La idea empezó a tomar forma a partir de su trabajo en streaming y en medios. Ruffo se volvió una figura reconocible dentro de la escena digital y esa exposición lo llevó a algo inesperado, que la gente empezara a tomar muy en serio sus recomendaciones musicales. “Yo recomendaba bandas y la gente me decía: ‘Che, tenés que hacer un festival’. Me lo dijeron tantas veces que en un momento pensé: bueno, quizás tengo que hacer un festival”.
Así nació la primera edición de Superfly, hace apenas tres años. Y lo hizo, según él mismo admite, con más inconsciencia que planificación. “Me mandé a hacer un Art Media sin tener ningún apoyo más que el de la propia comunidad. Fue medio una mandada, a ver qué pasaba”.
El espíritu de recomendar música
Desde el principio, el festival tuvo algo muy claro, la idea de recomendación. Como si fuera una playlist gigante hecha en vivo. “Somos medio enfermitos de la música”, dice Ruffo. “Esos que están todo el tiempo diciendo: ‘Tenés que escuchar esto, tenés que escuchar aquello’. Somos insoportables”.
Pero hay algo hermoso en eso, agrega, y es compartir algo que te hace feliz. “Superfly es un poco eso. Armar un line-up pensando qué le puede gustar a la gente”. Las primeras ediciones estuvieron muy marcadas por bandas cercanas a él o a su círculo. Grupos como Mujer Cebra o Fin del Mundo aparecían naturalmente dentro de ese universo de recomendaciones.
Con el tiempo, el festival fue ampliando el radar. La tercera edición propone un mapa mucho más amplio. Conviven nombres históricos como Los Brujos con proyectos nuevos como Homogénica que vienen creciendo dentro de la escena. A primera vista, el combo puede parecer heterogéneo. Pero Ruffo tiene claro cuál es el hilo conductor. “Para mí el denominador común es la experiencia en vivo”, explica. “Todas estas bandas tienen shows que son espectaculares”.
Algunas lo hacen desde lo visual, otras desde la potencia musical o la ejecución técnica. Pero todas comparten algo, generan un impacto cuando suben al escenario. “Homogénica tiene un show demoledor, de estadio. Los Subtítulos tienen una precisión técnica impresionante. Pyramides es una banda que cada vez que la ves te vuela la cabeza, lo mismo Dietrich. Lo que busco es que cada recital sea una experiencia premium”.
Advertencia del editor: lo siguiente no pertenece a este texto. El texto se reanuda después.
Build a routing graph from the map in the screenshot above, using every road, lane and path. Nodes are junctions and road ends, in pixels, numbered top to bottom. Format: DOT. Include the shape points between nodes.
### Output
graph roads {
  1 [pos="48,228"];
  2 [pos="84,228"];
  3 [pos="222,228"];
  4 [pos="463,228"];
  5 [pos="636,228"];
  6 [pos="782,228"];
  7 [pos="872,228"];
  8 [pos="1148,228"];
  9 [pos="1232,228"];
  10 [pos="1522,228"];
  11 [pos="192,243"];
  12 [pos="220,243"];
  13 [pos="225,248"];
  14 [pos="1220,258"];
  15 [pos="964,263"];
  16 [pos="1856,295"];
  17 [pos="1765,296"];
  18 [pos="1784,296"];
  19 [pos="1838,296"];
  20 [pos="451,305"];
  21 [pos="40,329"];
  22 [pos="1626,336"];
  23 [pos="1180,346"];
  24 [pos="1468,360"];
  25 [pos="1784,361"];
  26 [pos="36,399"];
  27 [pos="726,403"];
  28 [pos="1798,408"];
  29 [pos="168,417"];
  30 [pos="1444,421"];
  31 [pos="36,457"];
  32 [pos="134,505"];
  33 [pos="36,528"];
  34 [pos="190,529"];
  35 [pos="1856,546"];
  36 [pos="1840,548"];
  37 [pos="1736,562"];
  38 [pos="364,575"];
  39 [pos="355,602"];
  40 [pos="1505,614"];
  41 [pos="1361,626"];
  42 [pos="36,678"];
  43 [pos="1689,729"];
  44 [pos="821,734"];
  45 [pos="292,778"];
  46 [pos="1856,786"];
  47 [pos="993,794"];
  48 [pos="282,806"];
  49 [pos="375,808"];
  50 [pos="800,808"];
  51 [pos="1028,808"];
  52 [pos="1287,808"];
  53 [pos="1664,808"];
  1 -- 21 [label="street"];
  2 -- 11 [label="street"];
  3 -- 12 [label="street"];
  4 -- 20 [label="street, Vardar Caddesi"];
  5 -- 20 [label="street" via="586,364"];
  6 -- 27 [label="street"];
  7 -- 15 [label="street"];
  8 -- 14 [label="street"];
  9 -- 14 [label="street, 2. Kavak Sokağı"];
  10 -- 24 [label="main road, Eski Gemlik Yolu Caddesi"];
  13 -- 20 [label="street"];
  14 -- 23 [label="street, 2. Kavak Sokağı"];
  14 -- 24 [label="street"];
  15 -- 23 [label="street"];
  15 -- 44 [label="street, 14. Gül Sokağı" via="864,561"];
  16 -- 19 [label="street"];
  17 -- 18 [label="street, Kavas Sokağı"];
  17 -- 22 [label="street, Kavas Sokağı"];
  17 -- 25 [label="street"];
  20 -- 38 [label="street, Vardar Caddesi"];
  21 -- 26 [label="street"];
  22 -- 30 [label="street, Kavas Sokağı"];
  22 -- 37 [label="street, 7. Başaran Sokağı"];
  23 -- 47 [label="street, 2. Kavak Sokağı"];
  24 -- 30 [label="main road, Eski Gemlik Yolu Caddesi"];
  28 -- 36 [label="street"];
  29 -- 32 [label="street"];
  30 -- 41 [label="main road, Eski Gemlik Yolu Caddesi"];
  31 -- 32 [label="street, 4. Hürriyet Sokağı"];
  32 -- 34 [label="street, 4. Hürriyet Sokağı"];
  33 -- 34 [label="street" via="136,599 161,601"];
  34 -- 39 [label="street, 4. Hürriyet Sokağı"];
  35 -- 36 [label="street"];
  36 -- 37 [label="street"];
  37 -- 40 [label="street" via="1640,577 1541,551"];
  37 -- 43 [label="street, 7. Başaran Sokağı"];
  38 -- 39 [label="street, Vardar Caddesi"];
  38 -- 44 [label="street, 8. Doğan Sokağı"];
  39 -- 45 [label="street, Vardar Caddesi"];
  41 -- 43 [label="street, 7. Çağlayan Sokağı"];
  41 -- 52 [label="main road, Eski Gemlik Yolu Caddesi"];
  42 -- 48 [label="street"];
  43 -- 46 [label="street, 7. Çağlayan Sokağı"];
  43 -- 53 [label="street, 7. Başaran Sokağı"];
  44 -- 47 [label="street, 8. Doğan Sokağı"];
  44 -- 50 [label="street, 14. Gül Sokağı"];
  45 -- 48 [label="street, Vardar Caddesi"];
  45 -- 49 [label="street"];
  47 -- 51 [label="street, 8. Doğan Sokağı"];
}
Superfly no es solamente un festival de recitales. Desde el comienzo incorporó otras áreas: microcine, videojuegos, DJs, espacios audiovisuales. Incluso este año sumaron una LAN party de Counter-Strike. “La idea es que siempre haya algo para hacer”, explica Ruffo. “Si no querés ver una banda, te vas al microcine. O a jugar videojuegos. O a la fiesta”.
El objetivo, dice, es simple pero ambicioso. “Quiero que la gente tenga la mejor noche de su vida”. Con tres ediciones encima, el festival empieza a instalarse. Cada vez más personas hablan de él, cada vez más bandas quieren participar.
Ruffo lo sabe, pero no quiere apurar los tiempos. “No sé si vamos a crecer, achicarnos o salir de gira por el país. Me lo piden mucho: Córdoba, Rosario, Uruguay. Pero es otra logística”. Lo que sí tiene claro es que el proyecto va a seguir existiendo. “El sello Superfly va a seguir vivo”, porque, al final, todo vuelve a la misma idea: compartir música.
Ese momento en el que alguien le dice que vio una banda en el festival y le encantó. “Cuando pasa eso”, dice Ruffo, “siento algo en el pecho y pienso: ya está. Para eso hago todo esto”.